Work to complete: Output the line containing "I need the junctions", then every remaining line of the entries below, exactly as written and with no other text.

==========

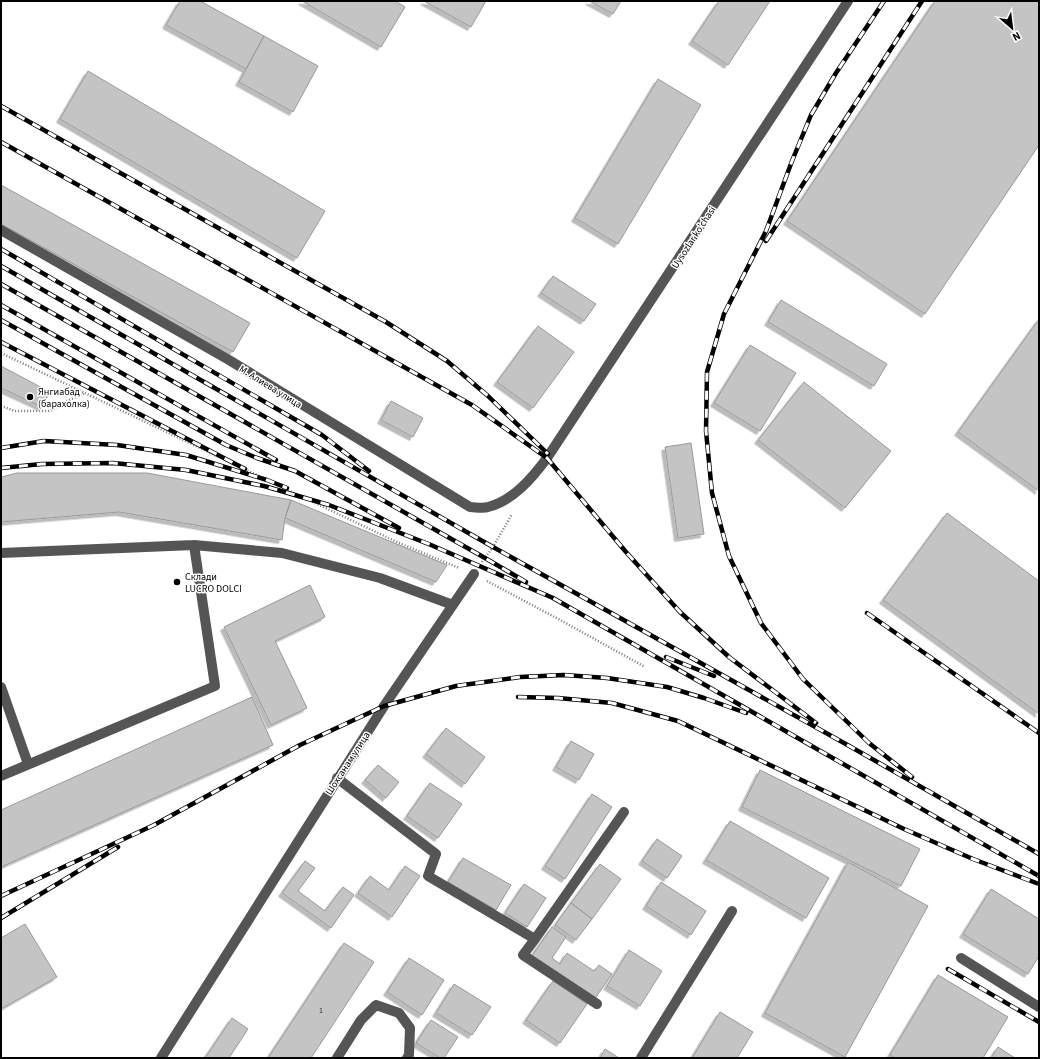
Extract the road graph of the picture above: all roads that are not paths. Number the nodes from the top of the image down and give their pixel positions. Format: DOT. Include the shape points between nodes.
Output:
graph roads {
  1 [pos="848,1"];
  2 [pos="1,230"];
  3 [pos="537,472"];
  4 [pos="194,545"];
  5 [pos="1,553"];
  6 [pos="474,574"];
  7 [pos="453,605"];
  8 [pos="1,687"];
  9 [pos="28,764"];
  10 [pos="1,776"];
  11 [pos="338,778"];
  12 [pos="624,812"];
  13 [pos="732,911"];
  14 [pos="535,939"];
  15 [pos="961,958"];
  16 [pos="597,1004"];
  17 [pos="1039,1007"];
  18 [pos="161,1058"];
  19 [pos="337,1058"];
  20 [pos="407,1058"];
  21 [pos="641,1058"];
  1 -- 3 [label="street, Uysozlar ko'chasi"];
  2 -- 3 [label="street, М. Алиева улица" via="229,360 470,507 488,507 504,500"];
  4 -- 5 [label="street"];
  4 -- 7 [label="street" via="282,553 380,578"];
  4 -- 9 [label="street" via="215,686"];
  6 -- 7 [label="street, Шохсанам улица"];
  7 -- 11 [label="street, Шохсанам улица"];
  8 -- 9 [label="street"];
  9 -- 10 [label="street"];
  11 -- 14 [label="street" via="436,854 428,876"];
  11 -- 18 [label="street, Шохсанам улица"];
  12 -- 14 [label="street"];
  13 -- 21 [label="street"];
  14 -- 16 [label="street" via="523,955"];
  15 -- 17 [label="street"];
  19 -- 20 [label="street" via="361,1020 376,1005 399,1013 410,1028 410,1055"];
}
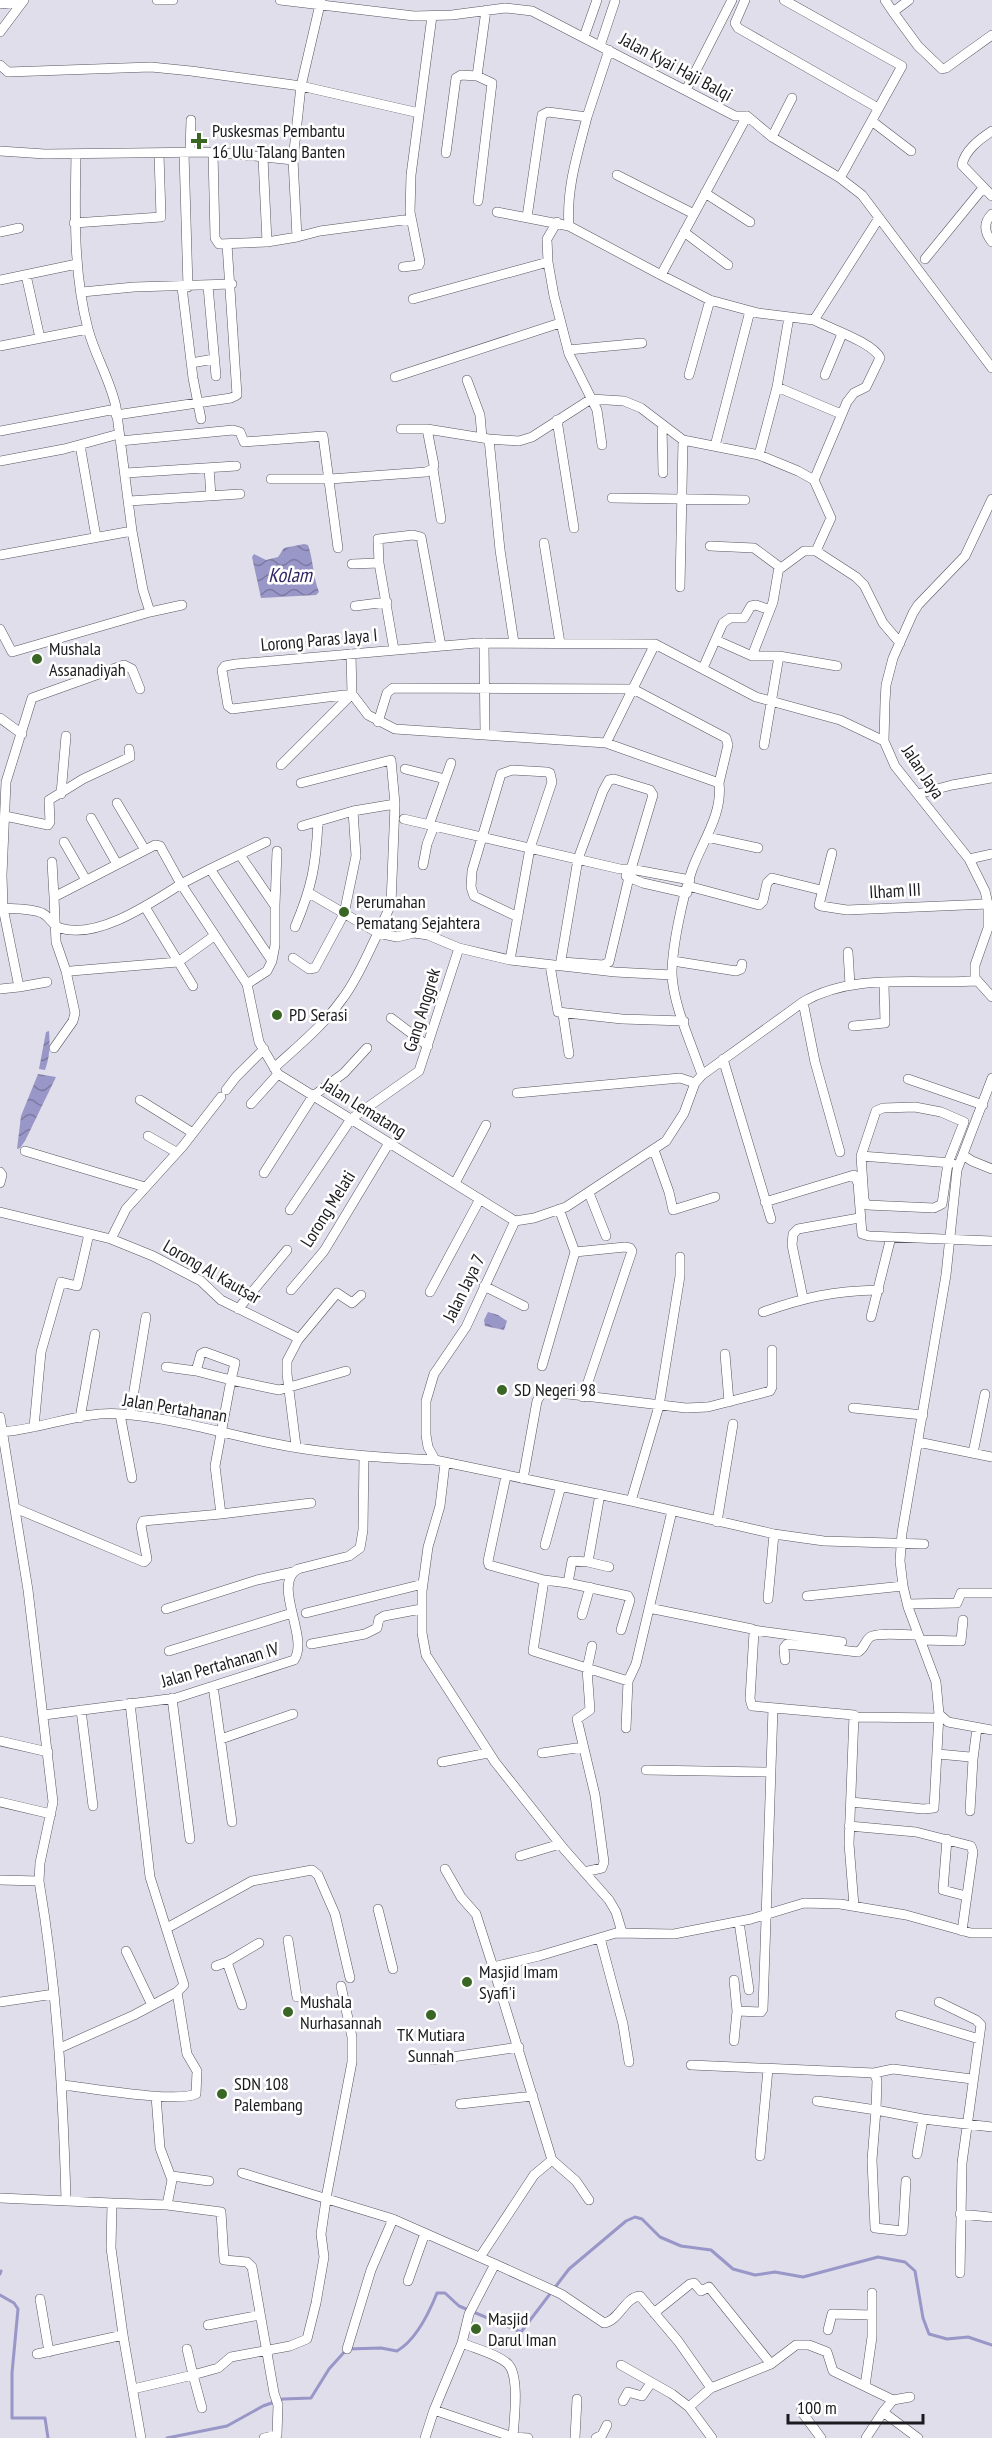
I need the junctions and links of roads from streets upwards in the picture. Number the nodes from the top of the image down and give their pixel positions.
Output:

==========

Solution:
I need the junctions and links of roads from streets upwards in the picture. Number the nodes from the top of the image down and give their pixel positions.
Output:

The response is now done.